- _WHAT YOU ARE ASKED TO DO_: Retype nothing except the lines below from the one with "pinky mcp: (564, 150)" through the one with "ring tip: (235, 190)", exactly, with images left out.

Top of INFORMATION

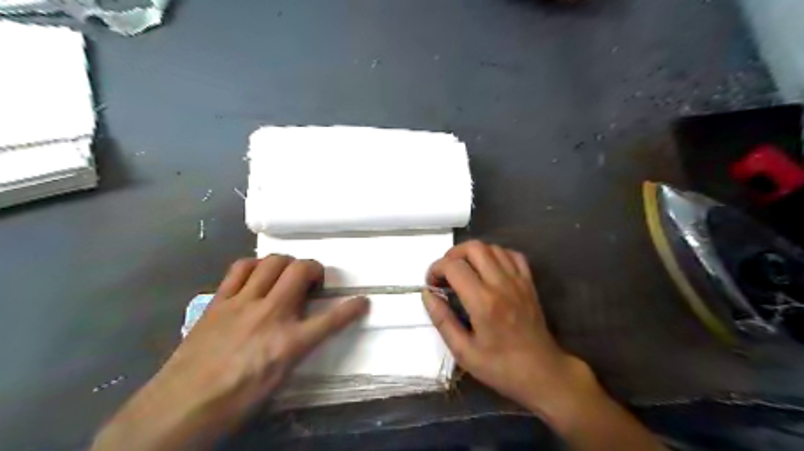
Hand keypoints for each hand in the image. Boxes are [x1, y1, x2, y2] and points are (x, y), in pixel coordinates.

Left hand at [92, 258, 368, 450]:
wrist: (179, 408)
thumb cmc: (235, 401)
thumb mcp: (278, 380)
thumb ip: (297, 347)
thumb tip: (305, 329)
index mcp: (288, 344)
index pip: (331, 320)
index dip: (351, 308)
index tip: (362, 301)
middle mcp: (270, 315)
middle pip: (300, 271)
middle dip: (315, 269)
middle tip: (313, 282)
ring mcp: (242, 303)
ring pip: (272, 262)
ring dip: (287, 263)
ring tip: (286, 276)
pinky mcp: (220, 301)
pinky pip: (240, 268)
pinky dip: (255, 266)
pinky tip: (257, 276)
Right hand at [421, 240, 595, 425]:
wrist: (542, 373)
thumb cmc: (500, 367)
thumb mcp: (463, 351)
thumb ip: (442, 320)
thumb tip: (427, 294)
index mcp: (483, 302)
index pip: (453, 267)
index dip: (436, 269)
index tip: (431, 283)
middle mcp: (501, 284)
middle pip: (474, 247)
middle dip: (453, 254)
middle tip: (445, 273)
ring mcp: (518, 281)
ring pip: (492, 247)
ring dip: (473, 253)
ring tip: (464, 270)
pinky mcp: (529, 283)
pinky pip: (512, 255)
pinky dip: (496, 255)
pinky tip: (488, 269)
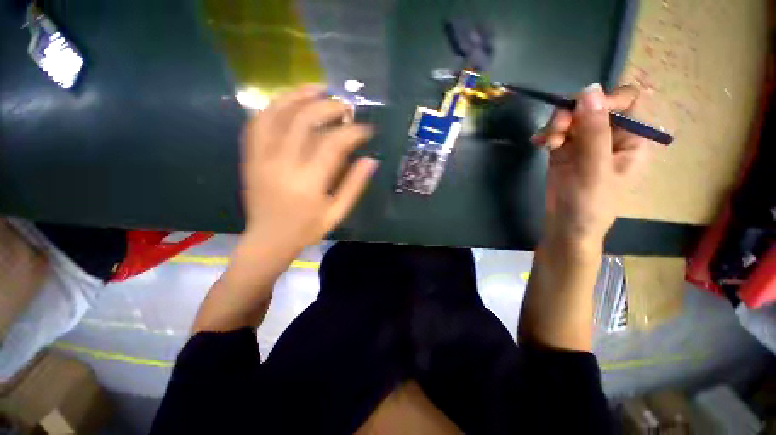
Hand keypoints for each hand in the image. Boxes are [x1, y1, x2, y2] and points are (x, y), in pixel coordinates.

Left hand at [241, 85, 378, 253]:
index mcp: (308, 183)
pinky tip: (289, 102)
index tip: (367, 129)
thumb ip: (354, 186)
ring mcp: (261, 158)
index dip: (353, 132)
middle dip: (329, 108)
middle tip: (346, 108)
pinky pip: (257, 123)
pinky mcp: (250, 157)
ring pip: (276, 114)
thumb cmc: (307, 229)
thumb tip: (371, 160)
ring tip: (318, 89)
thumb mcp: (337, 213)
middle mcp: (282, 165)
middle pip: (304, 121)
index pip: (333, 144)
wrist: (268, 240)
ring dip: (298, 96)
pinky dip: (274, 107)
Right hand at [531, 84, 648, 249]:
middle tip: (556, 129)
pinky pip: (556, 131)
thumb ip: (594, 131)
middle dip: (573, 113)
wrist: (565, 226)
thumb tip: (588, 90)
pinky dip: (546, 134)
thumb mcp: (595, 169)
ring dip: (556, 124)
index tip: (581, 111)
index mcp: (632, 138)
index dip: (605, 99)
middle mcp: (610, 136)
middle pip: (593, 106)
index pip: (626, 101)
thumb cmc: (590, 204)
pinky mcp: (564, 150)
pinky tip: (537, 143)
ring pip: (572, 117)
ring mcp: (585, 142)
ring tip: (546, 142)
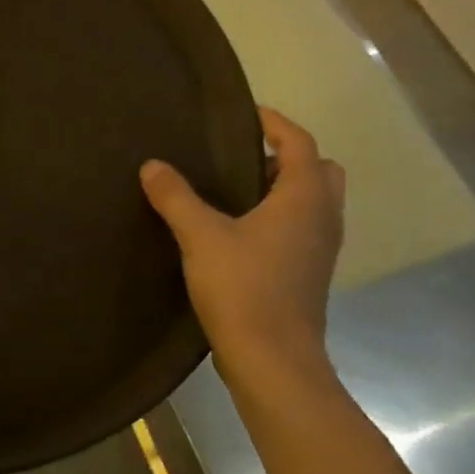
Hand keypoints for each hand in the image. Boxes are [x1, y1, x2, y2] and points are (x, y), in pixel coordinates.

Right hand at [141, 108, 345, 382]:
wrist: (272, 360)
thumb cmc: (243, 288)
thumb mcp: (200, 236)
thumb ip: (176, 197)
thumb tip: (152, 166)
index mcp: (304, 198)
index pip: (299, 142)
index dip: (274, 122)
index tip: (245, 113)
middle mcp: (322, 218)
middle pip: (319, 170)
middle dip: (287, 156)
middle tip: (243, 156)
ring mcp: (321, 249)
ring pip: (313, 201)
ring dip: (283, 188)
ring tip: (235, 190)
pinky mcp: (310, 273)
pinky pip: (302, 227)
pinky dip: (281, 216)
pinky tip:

Bottom of INFORMATION

- _ANSWER BELOW_:
pinky mcp: (564, 150)
pinky tip: (537, 143)
ring pip: (572, 117)
ring mcp: (585, 142)
ring tip: (546, 142)
Hand keypoints for each hand in the image. Boxes are [x1, y1, x2, y2] and points are (x, y), in pixel coordinates.

Right hand at [141, 108, 345, 382]:
wrist: (272, 360)
thumb cmc: (243, 288)
thumb mcp: (200, 236)
thumb ip: (176, 197)
thumb tip: (152, 166)
index mcp: (304, 198)
index pip: (299, 142)
index dip: (274, 122)
index tip: (245, 113)
middle mcp: (322, 218)
middle pip: (319, 170)
middle dip: (287, 156)
middle tip: (243, 156)
ring mcp: (321, 249)
ring pip: (313, 201)
ring dip: (283, 188)
ring tip: (235, 190)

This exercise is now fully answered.